Abstract

Detection of microsatellite-instability in colonoscopy-obtained polyps, as well as in plasma-circulating DNA, is frequently confounded by sensitivity issues due to co-existing excessive amounts of wild-type DNA. While also an issue for point mutations, this is particularly problematic for microsatellite changes, due to the high false-positive artifacts generated by polymerase slippage (stutter-bands). Here, we describe a nuclease-based approach, NaME-PrO, that uses overlapping oligonucleotides to eliminate unaltered micro-satellites at the genomic DNA level, prior to PCR. By appropriate design of the overlapping oligonucleotides, NaME-PrO eliminates WT alleles in long single-base homopolymers ranging from 10 to 27 nucleotides in length, while sparing targets containing variable-length indels at any position within the homopolymer.

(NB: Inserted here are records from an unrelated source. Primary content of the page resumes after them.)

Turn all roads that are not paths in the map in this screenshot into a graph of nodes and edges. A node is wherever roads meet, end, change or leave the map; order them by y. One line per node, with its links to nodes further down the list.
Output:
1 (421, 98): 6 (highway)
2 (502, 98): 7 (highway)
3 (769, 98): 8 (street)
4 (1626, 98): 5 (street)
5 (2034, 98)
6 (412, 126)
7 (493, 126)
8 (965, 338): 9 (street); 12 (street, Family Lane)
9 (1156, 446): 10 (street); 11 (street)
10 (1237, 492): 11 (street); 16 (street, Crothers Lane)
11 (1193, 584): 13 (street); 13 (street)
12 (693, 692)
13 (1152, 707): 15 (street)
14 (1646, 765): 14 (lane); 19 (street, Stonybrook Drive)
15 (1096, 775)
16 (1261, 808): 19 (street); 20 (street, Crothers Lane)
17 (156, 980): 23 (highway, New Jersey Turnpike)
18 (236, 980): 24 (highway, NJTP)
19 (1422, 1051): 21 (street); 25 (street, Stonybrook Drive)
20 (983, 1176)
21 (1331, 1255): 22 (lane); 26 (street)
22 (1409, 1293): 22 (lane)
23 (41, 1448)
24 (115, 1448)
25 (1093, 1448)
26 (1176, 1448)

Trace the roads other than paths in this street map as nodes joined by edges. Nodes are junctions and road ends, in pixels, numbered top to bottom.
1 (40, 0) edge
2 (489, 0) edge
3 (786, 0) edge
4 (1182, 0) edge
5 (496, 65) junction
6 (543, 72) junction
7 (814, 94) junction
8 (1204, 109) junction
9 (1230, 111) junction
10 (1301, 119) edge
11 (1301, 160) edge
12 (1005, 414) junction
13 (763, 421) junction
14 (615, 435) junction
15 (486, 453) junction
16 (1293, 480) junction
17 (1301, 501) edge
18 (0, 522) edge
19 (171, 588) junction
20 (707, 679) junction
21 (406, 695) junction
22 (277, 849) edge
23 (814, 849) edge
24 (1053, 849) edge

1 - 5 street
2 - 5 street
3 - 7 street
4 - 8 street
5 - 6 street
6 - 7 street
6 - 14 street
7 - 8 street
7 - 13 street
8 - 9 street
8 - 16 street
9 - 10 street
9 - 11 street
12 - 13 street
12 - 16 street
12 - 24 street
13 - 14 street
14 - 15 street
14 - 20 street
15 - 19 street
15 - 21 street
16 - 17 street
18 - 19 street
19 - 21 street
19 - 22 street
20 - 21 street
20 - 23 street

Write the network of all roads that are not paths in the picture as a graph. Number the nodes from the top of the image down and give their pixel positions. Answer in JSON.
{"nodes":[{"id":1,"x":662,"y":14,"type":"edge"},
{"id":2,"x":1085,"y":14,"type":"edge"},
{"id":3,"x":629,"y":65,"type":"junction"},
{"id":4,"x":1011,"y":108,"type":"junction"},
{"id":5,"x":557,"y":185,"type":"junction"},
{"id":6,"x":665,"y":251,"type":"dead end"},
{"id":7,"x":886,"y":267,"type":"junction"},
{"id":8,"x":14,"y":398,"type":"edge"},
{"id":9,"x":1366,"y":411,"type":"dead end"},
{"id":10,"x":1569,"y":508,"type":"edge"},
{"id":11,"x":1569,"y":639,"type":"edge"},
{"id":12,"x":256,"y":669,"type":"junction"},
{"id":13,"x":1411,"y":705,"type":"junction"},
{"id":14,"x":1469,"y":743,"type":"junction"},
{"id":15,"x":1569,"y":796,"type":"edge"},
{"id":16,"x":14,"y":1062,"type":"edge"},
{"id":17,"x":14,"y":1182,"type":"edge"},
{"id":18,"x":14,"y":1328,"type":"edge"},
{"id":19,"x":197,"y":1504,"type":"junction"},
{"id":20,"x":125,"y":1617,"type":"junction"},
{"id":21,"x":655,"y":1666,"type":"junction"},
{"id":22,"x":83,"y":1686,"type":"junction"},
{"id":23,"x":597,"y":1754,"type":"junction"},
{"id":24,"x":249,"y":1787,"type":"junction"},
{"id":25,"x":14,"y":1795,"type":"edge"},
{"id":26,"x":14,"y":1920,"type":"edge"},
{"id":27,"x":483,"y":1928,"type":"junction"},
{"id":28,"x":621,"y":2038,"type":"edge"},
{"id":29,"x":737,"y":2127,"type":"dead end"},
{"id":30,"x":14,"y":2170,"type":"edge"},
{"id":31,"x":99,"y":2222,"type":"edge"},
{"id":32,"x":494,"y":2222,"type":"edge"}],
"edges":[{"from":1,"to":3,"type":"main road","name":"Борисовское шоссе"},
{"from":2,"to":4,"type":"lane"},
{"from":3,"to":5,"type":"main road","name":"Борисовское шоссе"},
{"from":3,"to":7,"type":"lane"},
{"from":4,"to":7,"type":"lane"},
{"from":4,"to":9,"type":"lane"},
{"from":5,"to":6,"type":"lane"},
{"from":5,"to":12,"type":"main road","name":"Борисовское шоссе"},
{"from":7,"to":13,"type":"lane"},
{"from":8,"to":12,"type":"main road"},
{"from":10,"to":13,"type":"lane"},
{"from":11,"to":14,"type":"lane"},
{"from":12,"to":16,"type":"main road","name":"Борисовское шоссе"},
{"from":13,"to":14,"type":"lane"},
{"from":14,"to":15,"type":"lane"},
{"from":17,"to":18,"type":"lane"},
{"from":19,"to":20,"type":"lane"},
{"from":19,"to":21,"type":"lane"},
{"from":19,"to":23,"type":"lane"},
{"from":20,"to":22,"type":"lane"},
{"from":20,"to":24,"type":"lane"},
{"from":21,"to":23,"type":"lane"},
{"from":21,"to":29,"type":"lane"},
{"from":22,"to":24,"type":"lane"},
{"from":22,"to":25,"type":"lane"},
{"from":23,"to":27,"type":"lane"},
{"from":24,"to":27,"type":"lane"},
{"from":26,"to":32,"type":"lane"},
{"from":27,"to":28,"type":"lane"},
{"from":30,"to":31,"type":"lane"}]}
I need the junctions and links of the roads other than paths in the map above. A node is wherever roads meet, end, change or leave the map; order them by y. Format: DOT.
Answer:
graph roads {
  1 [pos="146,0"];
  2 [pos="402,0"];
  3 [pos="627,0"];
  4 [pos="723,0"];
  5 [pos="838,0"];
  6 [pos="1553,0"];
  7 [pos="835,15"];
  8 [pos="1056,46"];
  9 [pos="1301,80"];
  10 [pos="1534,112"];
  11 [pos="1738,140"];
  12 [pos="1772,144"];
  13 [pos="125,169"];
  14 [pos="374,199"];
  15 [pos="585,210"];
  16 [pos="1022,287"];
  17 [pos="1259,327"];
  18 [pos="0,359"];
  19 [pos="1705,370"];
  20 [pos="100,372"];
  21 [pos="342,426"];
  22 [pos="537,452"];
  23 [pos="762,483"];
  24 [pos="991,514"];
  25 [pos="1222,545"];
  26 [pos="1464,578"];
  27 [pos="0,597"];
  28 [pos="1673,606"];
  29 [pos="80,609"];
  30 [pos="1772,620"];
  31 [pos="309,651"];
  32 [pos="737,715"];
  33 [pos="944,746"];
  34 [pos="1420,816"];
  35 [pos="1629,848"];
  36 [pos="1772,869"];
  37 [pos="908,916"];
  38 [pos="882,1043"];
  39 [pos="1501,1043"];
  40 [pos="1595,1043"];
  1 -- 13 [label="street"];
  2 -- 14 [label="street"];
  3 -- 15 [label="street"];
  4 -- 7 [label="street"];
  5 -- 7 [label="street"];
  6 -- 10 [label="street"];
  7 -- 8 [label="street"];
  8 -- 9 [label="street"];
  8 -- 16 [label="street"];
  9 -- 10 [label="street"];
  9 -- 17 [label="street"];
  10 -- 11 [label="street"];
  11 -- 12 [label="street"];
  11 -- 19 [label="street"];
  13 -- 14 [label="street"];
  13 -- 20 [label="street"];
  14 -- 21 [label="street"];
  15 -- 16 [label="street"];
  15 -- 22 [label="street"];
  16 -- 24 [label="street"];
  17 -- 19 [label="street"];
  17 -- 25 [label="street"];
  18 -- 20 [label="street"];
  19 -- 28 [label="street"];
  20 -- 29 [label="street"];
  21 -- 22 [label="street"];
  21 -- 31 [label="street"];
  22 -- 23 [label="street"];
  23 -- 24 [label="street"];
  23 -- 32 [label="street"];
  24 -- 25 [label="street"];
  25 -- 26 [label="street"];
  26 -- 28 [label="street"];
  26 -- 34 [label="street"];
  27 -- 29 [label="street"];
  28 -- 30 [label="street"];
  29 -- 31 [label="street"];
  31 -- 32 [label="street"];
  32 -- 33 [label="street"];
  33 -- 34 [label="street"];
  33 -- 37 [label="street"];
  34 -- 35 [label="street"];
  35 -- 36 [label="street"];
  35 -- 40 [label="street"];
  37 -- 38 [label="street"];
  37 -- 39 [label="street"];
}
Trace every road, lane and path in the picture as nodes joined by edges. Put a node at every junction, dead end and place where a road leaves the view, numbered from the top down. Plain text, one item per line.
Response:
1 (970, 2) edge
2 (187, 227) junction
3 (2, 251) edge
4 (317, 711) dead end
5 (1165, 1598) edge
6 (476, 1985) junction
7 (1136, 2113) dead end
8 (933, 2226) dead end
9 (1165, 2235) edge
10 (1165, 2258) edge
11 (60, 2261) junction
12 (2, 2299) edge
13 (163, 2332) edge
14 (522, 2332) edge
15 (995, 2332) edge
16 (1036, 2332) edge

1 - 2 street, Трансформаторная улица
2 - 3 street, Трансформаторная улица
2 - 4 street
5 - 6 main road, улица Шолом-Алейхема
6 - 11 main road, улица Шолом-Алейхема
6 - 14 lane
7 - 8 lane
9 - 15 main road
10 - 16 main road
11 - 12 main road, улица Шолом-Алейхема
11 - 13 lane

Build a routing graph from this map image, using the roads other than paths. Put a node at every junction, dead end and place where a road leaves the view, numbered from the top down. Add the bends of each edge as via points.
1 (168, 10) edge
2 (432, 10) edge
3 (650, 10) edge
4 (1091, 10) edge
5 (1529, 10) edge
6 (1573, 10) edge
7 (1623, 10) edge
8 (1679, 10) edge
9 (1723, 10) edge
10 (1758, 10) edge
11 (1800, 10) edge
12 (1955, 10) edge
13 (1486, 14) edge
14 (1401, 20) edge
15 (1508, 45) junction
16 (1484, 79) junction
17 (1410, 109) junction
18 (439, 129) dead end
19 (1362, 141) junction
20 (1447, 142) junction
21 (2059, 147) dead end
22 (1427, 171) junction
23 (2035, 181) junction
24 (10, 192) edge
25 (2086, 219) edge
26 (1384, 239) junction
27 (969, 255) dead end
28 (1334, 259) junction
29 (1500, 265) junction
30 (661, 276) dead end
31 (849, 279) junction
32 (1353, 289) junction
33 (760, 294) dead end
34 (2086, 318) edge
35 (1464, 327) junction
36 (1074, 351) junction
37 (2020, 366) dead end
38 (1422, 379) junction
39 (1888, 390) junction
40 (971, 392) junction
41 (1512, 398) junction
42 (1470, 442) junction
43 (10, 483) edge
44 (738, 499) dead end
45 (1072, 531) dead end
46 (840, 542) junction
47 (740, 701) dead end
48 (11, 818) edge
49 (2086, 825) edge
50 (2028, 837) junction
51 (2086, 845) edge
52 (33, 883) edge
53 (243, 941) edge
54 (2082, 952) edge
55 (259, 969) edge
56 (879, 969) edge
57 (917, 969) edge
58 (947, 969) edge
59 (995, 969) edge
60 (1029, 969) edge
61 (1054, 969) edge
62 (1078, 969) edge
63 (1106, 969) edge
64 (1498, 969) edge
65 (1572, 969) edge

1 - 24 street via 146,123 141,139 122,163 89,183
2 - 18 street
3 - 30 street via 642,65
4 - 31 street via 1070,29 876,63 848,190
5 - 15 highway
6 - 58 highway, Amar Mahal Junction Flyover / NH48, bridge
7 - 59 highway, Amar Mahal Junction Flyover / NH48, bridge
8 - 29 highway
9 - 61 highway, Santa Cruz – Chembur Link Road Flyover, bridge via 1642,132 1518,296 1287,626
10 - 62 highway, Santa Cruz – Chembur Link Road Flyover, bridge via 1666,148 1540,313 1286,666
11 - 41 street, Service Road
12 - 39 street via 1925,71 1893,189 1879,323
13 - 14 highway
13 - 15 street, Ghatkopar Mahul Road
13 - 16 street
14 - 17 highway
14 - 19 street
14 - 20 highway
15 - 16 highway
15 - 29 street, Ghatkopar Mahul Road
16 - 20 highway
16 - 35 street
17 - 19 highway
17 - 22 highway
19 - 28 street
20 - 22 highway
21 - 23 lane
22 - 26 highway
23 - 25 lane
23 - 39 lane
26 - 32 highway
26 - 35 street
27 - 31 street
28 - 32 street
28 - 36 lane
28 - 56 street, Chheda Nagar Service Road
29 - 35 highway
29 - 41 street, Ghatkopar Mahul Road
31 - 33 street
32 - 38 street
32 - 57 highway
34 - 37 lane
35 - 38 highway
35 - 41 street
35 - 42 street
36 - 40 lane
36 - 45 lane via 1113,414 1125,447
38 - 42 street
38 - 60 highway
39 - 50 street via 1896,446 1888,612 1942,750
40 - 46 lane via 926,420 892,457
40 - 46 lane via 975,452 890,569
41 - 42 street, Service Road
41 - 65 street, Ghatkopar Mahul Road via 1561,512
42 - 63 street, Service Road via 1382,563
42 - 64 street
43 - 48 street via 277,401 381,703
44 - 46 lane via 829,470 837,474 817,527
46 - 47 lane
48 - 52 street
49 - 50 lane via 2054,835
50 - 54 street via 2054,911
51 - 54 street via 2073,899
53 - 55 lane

We evaluated 5 MSI targets individually or simultaneously, NR27, NR21, NR24, BAT25 and BAT26 using DNA from cell-lines, biopsies and circulating-DNA from colorectal cancer patients. NaME-PrO enriched altered microsatellites and detected alterations down to 0.01% allelic-frequency using high-resolution-melting, improving detection sensitivity by 500–1000-fold relative to current HRM approaches. Capillary-electrophoresis also demonstrated enhanced sensitivity and enrichment of indels 1–16 bases long. We anticipate application of this highly-multiplex-able method either with standard 5-plex reactions in conjunction with HRM/capillary electrophoresis or massively-parallel-sequencing-based detection of MSI on numerous targets for sensitive MSI-detection.